*** Begin section ***

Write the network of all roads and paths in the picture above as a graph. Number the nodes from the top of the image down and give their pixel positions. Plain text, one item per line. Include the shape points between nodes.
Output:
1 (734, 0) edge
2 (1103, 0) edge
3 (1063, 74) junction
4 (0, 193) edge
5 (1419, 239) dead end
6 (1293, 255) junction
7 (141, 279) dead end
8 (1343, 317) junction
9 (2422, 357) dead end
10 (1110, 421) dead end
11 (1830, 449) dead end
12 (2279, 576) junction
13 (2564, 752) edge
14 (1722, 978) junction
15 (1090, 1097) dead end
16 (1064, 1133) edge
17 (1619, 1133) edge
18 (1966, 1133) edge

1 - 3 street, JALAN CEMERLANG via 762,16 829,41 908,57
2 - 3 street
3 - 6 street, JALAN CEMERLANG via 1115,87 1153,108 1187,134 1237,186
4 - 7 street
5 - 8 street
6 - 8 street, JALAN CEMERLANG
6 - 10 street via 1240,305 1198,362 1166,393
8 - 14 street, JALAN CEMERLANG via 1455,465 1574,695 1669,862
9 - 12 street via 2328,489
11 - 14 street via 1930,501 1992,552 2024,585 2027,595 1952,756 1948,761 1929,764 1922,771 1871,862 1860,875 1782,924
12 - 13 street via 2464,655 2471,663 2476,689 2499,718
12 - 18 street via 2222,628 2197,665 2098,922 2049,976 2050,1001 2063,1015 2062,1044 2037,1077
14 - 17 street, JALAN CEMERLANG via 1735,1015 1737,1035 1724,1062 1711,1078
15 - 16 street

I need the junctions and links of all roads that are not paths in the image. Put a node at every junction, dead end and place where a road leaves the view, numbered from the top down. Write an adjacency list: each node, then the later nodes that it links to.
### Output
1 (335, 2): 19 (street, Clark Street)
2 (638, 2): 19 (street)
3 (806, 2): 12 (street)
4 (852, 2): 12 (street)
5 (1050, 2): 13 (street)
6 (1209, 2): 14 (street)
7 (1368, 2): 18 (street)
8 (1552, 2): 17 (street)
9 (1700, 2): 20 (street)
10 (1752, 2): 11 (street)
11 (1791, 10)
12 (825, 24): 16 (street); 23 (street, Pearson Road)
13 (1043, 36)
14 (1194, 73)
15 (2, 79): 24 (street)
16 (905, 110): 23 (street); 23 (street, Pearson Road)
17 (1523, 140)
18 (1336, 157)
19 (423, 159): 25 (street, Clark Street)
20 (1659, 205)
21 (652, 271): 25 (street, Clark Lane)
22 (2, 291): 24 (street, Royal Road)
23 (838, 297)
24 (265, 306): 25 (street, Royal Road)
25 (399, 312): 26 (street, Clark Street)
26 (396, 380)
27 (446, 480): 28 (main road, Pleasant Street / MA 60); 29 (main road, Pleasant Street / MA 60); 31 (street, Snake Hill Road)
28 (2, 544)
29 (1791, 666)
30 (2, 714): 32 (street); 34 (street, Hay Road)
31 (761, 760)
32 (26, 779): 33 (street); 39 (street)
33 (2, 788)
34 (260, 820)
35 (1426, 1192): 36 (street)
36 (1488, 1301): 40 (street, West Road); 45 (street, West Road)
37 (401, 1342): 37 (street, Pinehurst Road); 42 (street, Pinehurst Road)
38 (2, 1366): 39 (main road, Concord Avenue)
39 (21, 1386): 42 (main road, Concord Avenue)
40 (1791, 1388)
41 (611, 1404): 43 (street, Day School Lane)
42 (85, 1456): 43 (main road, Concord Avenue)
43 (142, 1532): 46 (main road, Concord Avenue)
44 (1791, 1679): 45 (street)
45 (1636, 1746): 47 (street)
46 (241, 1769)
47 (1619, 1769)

*** End section ***

Task details
Output exactly the lines from the one containing "I need the junctions" through the last line of the entries, both ends included.

Result of the task
I need the junctions and links of all roads that are not paths in the image. Put a node at every junction, dead end and place where a road leaves the view, numbered from the top down. Write an adjacency list: each node, then the later nodes that it links to.
### Output
1 (335, 2): 19 (street, Clark Street)
2 (638, 2): 19 (street)
3 (806, 2): 12 (street)
4 (852, 2): 12 (street)
5 (1050, 2): 13 (street)
6 (1209, 2): 14 (street)
7 (1368, 2): 18 (street)
8 (1552, 2): 17 (street)
9 (1700, 2): 20 (street)
10 (1752, 2): 11 (street)
11 (1791, 10)
12 (825, 24): 16 (street); 23 (street, Pearson Road)
13 (1043, 36)
14 (1194, 73)
15 (2, 79): 24 (street)
16 (905, 110): 23 (street); 23 (street, Pearson Road)
17 (1523, 140)
18 (1336, 157)
19 (423, 159): 25 (street, Clark Street)
20 (1659, 205)
21 (652, 271): 25 (street, Clark Lane)
22 (2, 291): 24 (street, Royal Road)
23 (838, 297)
24 (265, 306): 25 (street, Royal Road)
25 (399, 312): 26 (street, Clark Street)
26 (396, 380)
27 (446, 480): 28 (main road, Pleasant Street / MA 60); 29 (main road, Pleasant Street / MA 60); 31 (street, Snake Hill Road)
28 (2, 544)
29 (1791, 666)
30 (2, 714): 32 (street); 34 (street, Hay Road)
31 (761, 760)
32 (26, 779): 33 (street); 39 (street)
33 (2, 788)
34 (260, 820)
35 (1426, 1192): 36 (street)
36 (1488, 1301): 40 (street, West Road); 45 (street, West Road)
37 (401, 1342): 37 (street, Pinehurst Road); 42 (street, Pinehurst Road)
38 (2, 1366): 39 (main road, Concord Avenue)
39 (21, 1386): 42 (main road, Concord Avenue)
40 (1791, 1388)
41 (611, 1404): 43 (street, Day School Lane)
42 (85, 1456): 43 (main road, Concord Avenue)
43 (142, 1532): 46 (main road, Concord Avenue)
44 (1791, 1679): 45 (street)
45 (1636, 1746): 47 (street)
46 (241, 1769)
47 (1619, 1769)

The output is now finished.